Действительно, жизнь Токсабы оказалась тяжелой. Умерла любимая Зауреш, осиротел и вырос в детском доме их сын Айдабол, счастья со второй женой Токсаба не увидел. Мир рушился, понятия о чести, достоинстве, добре были попраны в самой своей основе. Трус становился вожаком, скупой – благодетелем (история Шокая)… Но кюйши принимал все, не осуждая: «Бог всему судья». Токсаба заболел и прекрасно понимал причину своей болезни: «Нет для музыканта тяжелее горя, чем бесследное исчезновение его искусства». Кюйши поехал в город, в столицу, чтобы там знающие люди записали его музыку и тем сохранили ее для следующих поколений. Профессор Жолдыбаев, который занимался музыкальным наследием казахов, оказался просто функционером, болтуном, фальшивым и лицемерным, мало знающим и мало понимающим в сказочной сокровищнице казахской музыки. Многое стерпел от него старик, лишь бы записали его кюи, – а их было более трехсот, самых разных исполнителей разных времен. Но когда Жолдыбаев стал учить его, как держать домбру, этого стерпеть не мог: «Как ты смеешь поучать меня, когда до тебя не доходит даже запах кюя!..» И Токсаба уехал. Часто думал, правильно ли поступил? Но в противном случае он просто бы предал свое искусство.
Но силы и сама жизнь влились в старого музыканта, когда он заметил редкий дар внука Нарика. И заторопился. Труд им предстоял огромный: «Совершенство не является само собой. Надо быть терпеливым и целеустремленным. Проявлять волю и упорство. И верить, верить – в призвание и успех». У Бога Токсаба просил немного, пять лет, чтобы «передать Нарику ключ». В трудах прошло семь лет.
Итак, М. Магауин воссоздает философию, присущую именно казахскому народу: все проходит в этом мире, мир бренен, преходящ, человек смертен, но только в борьбе за идеалы – творческие, этические – обретает духовное бессмертие, оставляя на земле след – огромный духовный багаж с традициями живыми, развивающимися, то, что является по существу фундаментом жизни родовой: человек как биологический вид может выжить только благодаря идее духовности.

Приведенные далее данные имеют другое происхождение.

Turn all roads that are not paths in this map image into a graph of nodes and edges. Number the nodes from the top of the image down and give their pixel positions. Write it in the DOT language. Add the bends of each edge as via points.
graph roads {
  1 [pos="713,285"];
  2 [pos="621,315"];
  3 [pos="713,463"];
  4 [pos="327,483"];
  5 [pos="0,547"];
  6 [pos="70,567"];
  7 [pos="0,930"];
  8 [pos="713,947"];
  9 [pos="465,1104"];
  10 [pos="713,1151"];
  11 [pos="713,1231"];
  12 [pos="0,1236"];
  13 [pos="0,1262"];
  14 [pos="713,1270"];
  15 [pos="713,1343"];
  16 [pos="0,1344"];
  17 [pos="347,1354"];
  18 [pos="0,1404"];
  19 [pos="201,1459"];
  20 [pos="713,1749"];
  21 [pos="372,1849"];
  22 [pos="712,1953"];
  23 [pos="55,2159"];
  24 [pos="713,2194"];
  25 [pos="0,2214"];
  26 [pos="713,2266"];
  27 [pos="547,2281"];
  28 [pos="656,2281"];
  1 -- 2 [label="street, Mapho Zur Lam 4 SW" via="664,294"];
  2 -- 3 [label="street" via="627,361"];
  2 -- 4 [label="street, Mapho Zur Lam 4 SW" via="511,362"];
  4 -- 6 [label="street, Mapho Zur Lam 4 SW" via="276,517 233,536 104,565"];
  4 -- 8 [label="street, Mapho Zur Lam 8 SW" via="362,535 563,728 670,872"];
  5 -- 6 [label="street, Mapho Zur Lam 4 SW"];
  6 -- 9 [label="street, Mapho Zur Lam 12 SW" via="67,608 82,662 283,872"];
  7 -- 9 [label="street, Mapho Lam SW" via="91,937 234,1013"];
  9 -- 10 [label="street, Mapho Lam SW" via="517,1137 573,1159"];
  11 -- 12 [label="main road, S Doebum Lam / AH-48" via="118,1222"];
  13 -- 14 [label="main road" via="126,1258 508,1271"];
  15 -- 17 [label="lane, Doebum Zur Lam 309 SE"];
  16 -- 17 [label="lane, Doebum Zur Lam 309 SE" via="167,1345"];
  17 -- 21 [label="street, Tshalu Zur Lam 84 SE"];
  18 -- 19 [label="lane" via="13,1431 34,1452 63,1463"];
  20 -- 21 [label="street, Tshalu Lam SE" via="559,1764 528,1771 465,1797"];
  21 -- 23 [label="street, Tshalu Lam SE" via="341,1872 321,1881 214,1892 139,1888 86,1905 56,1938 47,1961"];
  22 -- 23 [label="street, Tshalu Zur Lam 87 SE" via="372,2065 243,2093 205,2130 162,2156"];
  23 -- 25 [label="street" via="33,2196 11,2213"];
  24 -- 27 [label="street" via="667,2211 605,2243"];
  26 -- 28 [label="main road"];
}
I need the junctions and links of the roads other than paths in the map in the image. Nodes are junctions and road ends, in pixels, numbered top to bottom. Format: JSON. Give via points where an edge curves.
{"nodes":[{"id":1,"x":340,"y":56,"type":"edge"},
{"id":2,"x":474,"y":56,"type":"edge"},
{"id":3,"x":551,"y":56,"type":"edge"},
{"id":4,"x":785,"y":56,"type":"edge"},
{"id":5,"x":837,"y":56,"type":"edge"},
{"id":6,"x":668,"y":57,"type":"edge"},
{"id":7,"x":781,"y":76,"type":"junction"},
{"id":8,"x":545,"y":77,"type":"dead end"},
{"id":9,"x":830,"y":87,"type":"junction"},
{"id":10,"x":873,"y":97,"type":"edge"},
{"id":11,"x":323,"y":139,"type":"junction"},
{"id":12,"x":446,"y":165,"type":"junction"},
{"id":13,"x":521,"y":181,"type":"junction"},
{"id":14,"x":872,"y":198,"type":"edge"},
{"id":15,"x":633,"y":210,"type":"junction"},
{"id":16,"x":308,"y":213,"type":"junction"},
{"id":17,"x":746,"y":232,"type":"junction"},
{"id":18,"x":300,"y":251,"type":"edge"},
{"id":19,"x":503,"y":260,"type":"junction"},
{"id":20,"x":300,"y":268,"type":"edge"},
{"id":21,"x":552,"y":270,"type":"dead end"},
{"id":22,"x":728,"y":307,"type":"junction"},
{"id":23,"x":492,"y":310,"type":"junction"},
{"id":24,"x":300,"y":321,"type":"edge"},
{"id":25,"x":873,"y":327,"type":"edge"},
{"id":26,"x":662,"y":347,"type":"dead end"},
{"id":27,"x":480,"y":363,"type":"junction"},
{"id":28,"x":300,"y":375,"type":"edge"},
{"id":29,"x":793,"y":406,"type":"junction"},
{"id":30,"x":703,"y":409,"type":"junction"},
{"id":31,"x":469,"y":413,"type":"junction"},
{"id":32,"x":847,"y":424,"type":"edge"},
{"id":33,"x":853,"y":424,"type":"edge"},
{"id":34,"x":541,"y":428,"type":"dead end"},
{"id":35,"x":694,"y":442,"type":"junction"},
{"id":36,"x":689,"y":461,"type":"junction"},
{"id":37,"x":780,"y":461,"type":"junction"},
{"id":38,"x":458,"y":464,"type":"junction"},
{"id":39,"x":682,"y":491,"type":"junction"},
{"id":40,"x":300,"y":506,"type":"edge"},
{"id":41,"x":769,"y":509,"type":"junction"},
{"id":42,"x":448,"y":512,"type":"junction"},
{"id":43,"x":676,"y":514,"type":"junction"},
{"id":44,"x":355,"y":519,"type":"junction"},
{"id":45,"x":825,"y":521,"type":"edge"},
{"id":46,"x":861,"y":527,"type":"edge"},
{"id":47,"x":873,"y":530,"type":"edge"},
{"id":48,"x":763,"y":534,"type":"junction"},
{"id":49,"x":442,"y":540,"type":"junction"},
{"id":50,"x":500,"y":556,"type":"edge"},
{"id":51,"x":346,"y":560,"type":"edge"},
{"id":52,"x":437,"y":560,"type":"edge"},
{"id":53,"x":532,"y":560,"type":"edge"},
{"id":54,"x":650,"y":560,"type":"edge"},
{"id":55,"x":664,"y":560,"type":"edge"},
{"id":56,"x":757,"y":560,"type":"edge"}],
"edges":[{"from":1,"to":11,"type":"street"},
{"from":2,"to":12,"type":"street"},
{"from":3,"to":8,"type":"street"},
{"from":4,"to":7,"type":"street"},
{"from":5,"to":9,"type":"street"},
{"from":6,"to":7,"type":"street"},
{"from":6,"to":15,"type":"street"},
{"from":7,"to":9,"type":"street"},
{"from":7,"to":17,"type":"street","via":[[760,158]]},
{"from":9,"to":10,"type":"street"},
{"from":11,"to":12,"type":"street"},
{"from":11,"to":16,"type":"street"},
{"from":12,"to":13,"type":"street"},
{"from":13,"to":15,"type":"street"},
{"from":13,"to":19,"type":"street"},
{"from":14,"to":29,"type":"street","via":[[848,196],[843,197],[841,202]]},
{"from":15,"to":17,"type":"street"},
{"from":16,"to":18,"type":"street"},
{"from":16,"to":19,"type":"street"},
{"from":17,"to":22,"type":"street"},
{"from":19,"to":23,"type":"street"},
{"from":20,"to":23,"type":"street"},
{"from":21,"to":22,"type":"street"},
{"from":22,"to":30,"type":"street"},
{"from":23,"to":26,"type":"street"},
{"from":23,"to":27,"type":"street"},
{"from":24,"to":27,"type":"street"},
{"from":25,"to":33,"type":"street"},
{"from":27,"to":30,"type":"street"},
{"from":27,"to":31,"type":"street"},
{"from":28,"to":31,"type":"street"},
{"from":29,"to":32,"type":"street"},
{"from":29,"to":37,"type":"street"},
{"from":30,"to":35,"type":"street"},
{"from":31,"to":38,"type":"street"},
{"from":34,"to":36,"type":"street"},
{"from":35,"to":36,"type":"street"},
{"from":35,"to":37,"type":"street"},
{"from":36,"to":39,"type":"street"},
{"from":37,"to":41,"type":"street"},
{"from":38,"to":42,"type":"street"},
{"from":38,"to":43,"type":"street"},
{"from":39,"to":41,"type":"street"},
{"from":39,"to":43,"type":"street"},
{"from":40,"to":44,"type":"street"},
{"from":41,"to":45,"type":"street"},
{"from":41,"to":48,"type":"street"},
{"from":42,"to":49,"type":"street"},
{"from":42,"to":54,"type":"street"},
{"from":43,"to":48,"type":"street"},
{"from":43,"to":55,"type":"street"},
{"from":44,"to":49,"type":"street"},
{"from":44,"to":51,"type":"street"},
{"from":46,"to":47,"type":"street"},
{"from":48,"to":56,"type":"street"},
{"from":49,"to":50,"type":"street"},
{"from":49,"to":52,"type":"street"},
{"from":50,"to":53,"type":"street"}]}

М. Магауин четко определяет своего человека и свой мир: его герой – это Казах, познающий мир (хотя бы его элементарные законы), мир, в свою очередь, задан Свыше, понять его законы – значит понять Божественные, основные категории философствования писателя – свобода, Дух. Таким образом, человек по Магауину – сущностно богатый, его реальность создается прежде всего родовыми признаками (обычаи и традиции), категориями творчества и любви. Мир и человек пронизаны между собой этическими связями. Ничего в этом мире изменить нельзя, измениться может только сам человек, взглянув на мир новыми глазами, творчески переосмыслив все существующие проблемы и конфликты. Важнейшим элементом философской концепции мира и человека, представленной М. Магауиным, является отношение к Богу. Мир и человек – во власти Бога, но человек имеет право выбора – выбора духовного пути с этическими ориентирами. Человек впадает в экзистенциальное отчаяние только тогда, когда рвутся родовые связи, рушатся прежние национальные приоритеты и ценности духа. Но человек – борец, поэтому он прорывается сквозь отчаяние, утверждая мир – через акт творчества. Концепцию писателя можно определить как антропоэкзистенциалистскую.
Таковы теоретические выводы данной статьи, в которой мы следовали за академиком С. Кирабаевым, четко сформулировавшим задачи нашего литературоведения: искать в произведении его “философское значение”.